WHAT TO WORK ON ->
Nothing other than the lines from the one containing "Digitize the connectivity" through the close of the entries below should be printed, each exactly.

Stored data entries ->
"""

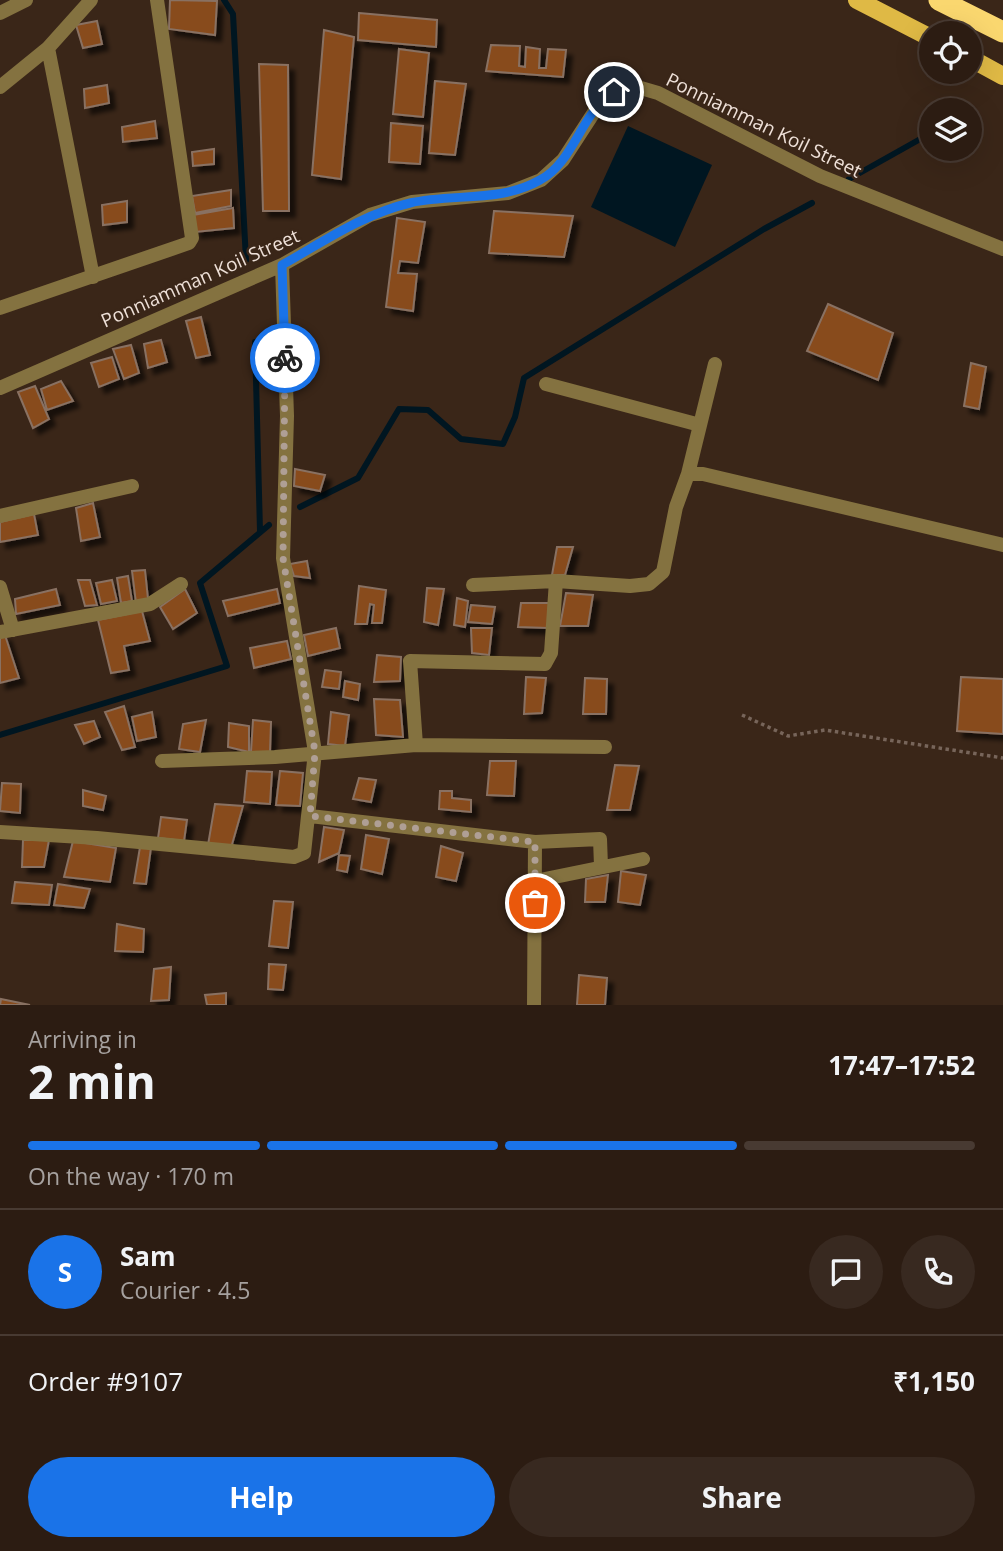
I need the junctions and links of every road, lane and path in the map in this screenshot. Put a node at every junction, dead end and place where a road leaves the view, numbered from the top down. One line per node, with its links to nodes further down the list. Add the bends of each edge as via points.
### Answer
1 (26, 0): 6 (street)
2 (91, 0): 9 (street)
3 (157, 0): 15 (street, via 192,238 189,243)
4 (856, 0): 7 (main road)
5 (939, 0): 8 (highway)
6 (0, 13)
7 (919, 32)
8 (1003, 32)
9 (48, 48): 12 (street); 15 (street)
10 (982, 64): 11 (main road)
11 (1003, 75)
12 (0, 87)
13 (1003, 249): 14 (street, Ponniamman Koil Street, via 820,176 659,93 627,84 602,100 563,160 541,180 508,193 412,202 370,215)
14 (282, 265): 19 (street, Ponniamman Koil Street); 33 (street, via 283,558)
15 (93, 276): 16 (street)
16 (0, 306)
17 (715, 364): 20 (street)
18 (547, 384): 20 (street)
19 (0, 388)
20 (700, 425): 21 (street)
21 (688, 474): 24 (street); 25 (street, via 663,572 649,584)
22 (132, 486): 23 (street)
23 (0, 516)
24 (1003, 545)
25 (556, 581): 27 (street); 31 (street, via 551,653 545,664 410,661)
26 (181, 584): 29 (street, via 150,604)
27 (473, 585)
28 (0, 587): 29 (street)
29 (6, 631)
30 (741, 715): 34 (path, via 788,736 825,730)
31 (416, 745): 32 (street); 33 (street)
32 (606, 747)
33 (315, 752): 35 (street); 36 (street)
34 (1003, 758)
35 (162, 761)
36 (310, 816): 37 (street, via 304,853 295,857); 38 (street)
37 (0, 832)
38 (535, 842): 40 (street, via 600,839); 41 (street)
39 (643, 859): 40 (street)
40 (601, 866): 41 (street)
41 (535, 881): 42 (street)
42 (534, 1005)

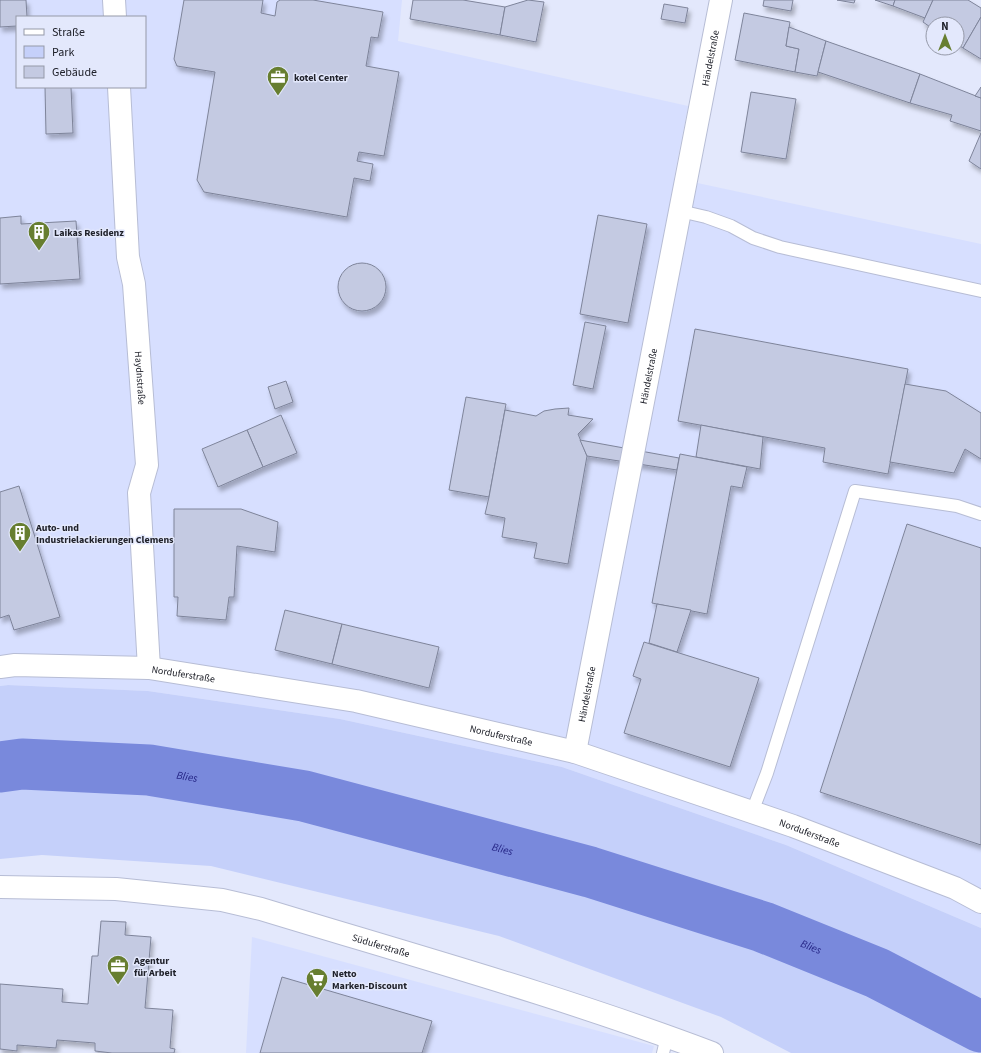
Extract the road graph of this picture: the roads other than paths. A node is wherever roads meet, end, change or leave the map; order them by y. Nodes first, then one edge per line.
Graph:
1 (114, 0) edge
2 (721, 0) edge
3 (115, 16) edge
4 (119, 88) edge
5 (680, 211) junction
6 (981, 291) edge
7 (981, 514) edge
8 (0, 666) edge
9 (149, 668) junction
10 (575, 752) junction
11 (752, 812) junction
12 (0, 887) edge
13 (40, 888) junction
14 (0, 894) edge
15 (981, 902) edge
16 (665, 1044) edge
17 (712, 1053) edge

1 - 3 street
2 - 5 street, Händelstraße
4 - 9 street, Haydnstraße
5 - 6 lane
5 - 10 street, Händelstraße
7 - 11 lane
8 - 9 street, Norduferstraße
9 - 10 street, Norduferstraße
10 - 11 street, Norduferstraße
11 - 15 street, Norduferstraße
12 - 13 street, Süduferstraße
13 - 14 street, Süduferstraße
13 - 16 street, Süduferstraße
16 - 17 street, Süduferstraße

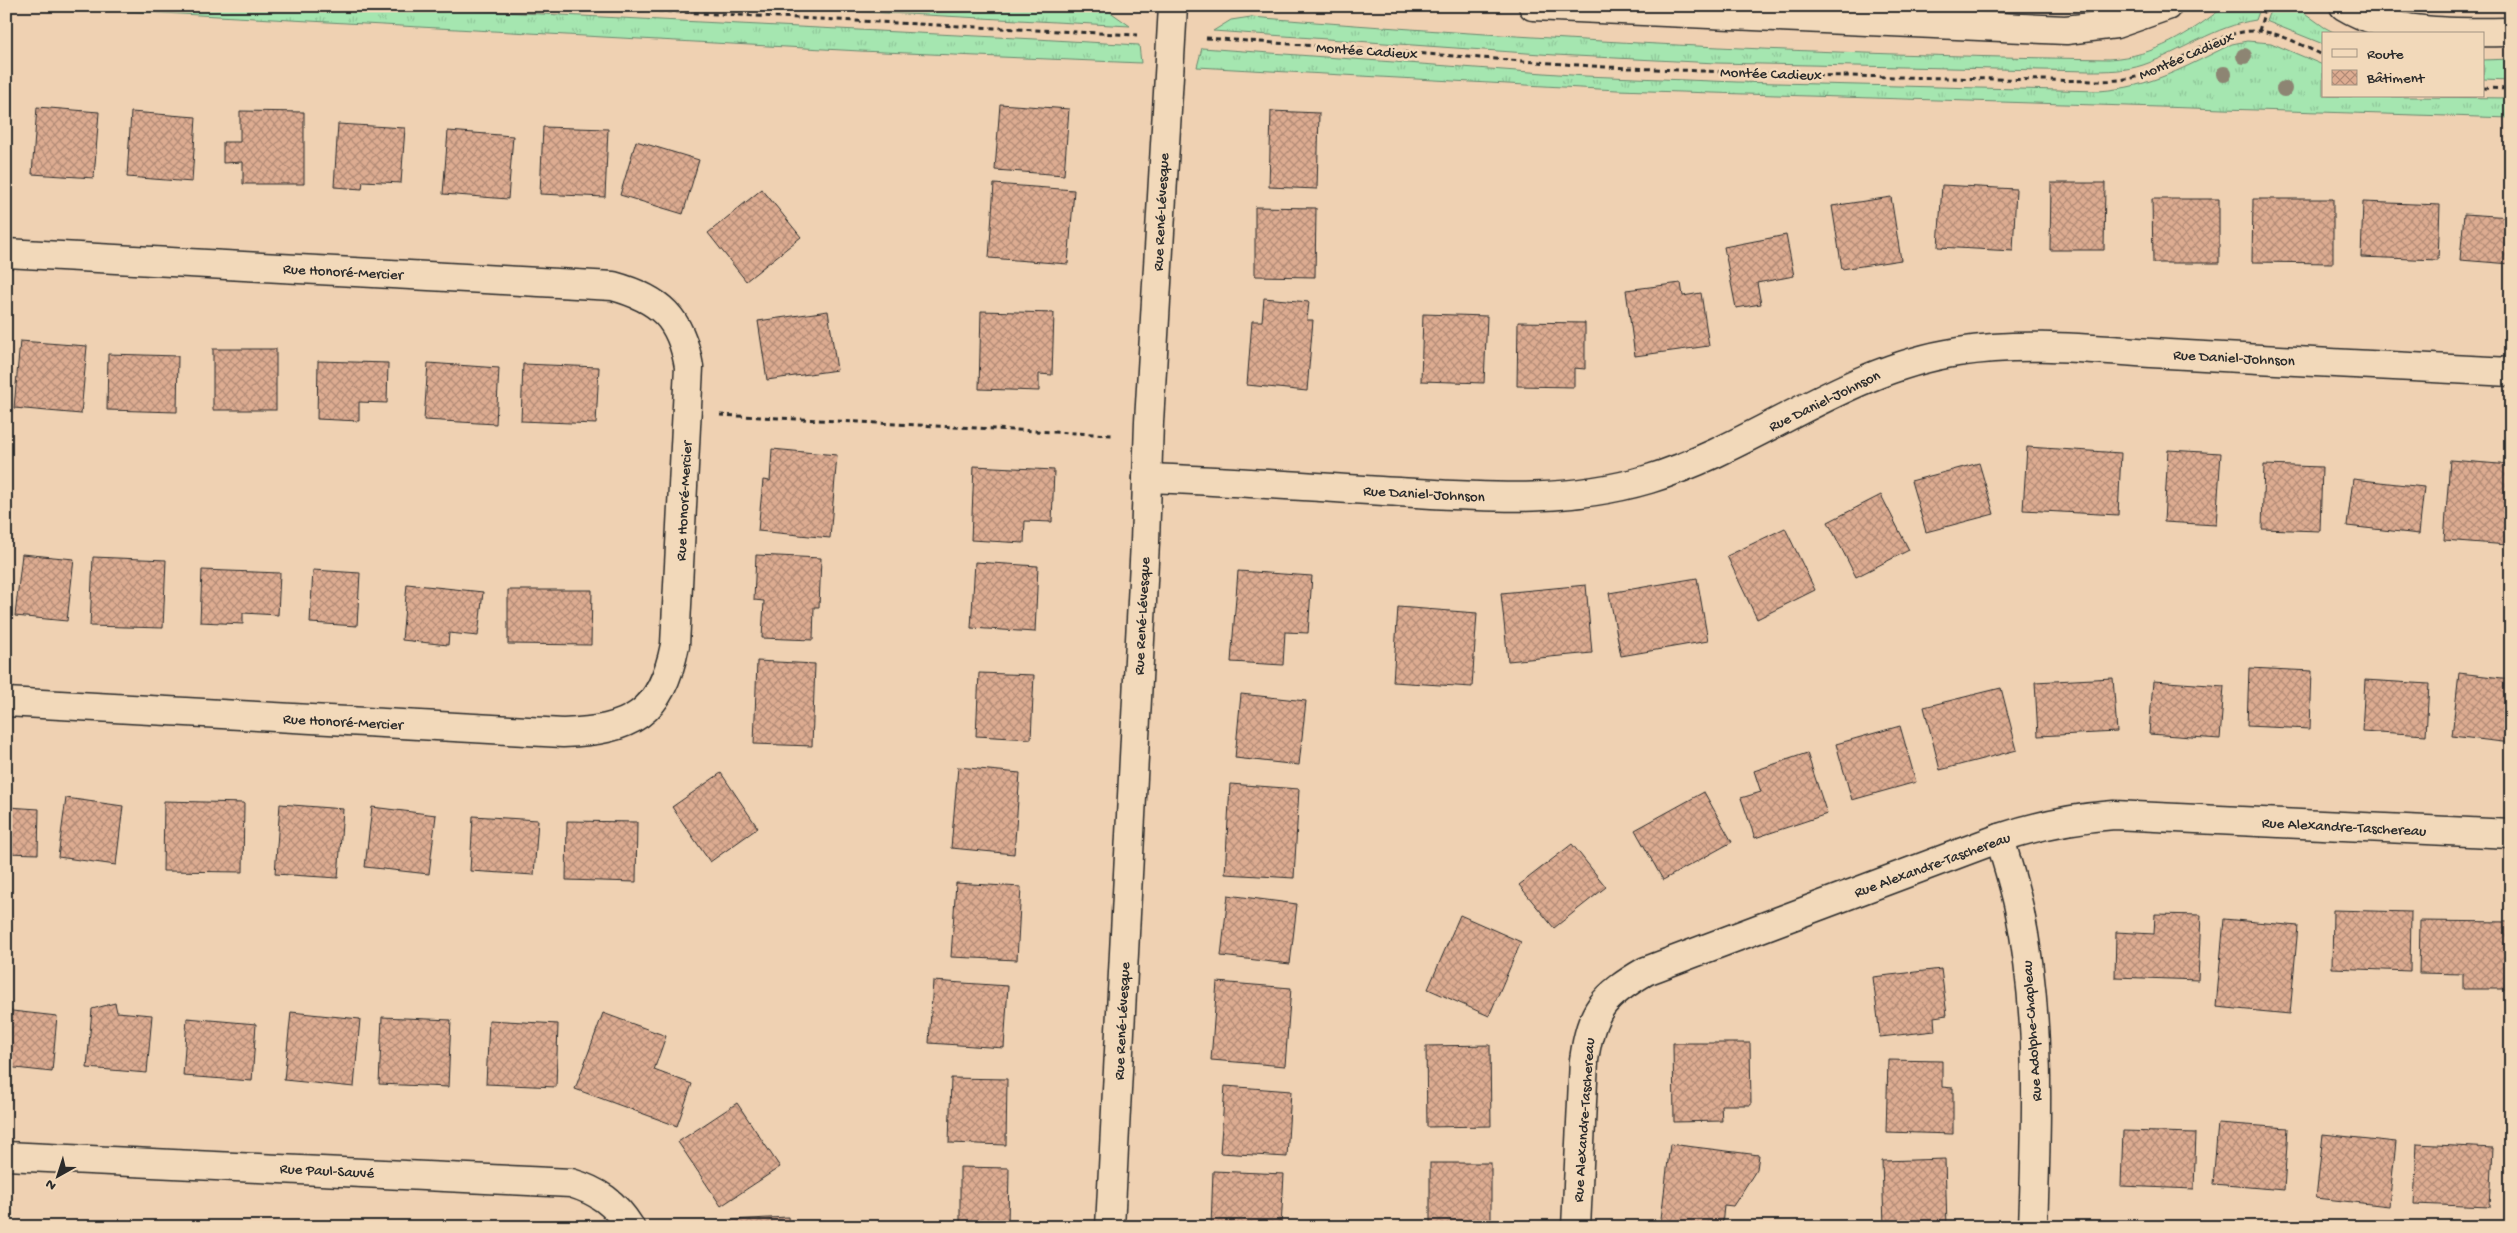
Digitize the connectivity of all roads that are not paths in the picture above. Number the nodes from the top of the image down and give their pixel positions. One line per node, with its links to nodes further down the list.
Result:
1 (1173, 6): 8 (street, Rue René-Lévesque)
2 (1534, 6): 3 (street)
3 (2167, 6)
4 (2344, 6): 5 (street)
5 (2511, 32)
6 (6, 253): 9 (street, Rue Honoré-Mercier)
7 (2511, 372): 8 (street, Rue Daniel-Johnson)
8 (1148, 478): 14 (street, Rue René-Lévesque)
9 (6, 702)
10 (2511, 834): 11 (street, Rue Alexandre-Taschereau)
11 (2000, 838): 15 (street, Rue Alexandre-Taschereau); 16 (street, Rue Adolphe-Chapleau)
12 (6, 1156): 13 (street, Rue Paul-Sauvé)
13 (630, 1227)
14 (1110, 1227)
15 (1576, 1227)
16 (2033, 1227)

"""

ANSWER BOX ->
Digitize the connectivity of all roads that are not paths in the picture above. Number the nodes from the top of the image down and give their pixel positions. One line per node, with its links to nodes further down the list.
Result:
1 (1173, 6): 8 (street, Rue René-Lévesque)
2 (1534, 6): 3 (street)
3 (2167, 6)
4 (2344, 6): 5 (street)
5 (2511, 32)
6 (6, 253): 9 (street, Rue Honoré-Mercier)
7 (2511, 372): 8 (street, Rue Daniel-Johnson)
8 (1148, 478): 14 (street, Rue René-Lévesque)
9 (6, 702)
10 (2511, 834): 11 (street, Rue Alexandre-Taschereau)
11 (2000, 838): 15 (street, Rue Alexandre-Taschereau); 16 (street, Rue Adolphe-Chapleau)
12 (6, 1156): 13 (street, Rue Paul-Sauvé)
13 (630, 1227)
14 (1110, 1227)
15 (1576, 1227)
16 (2033, 1227)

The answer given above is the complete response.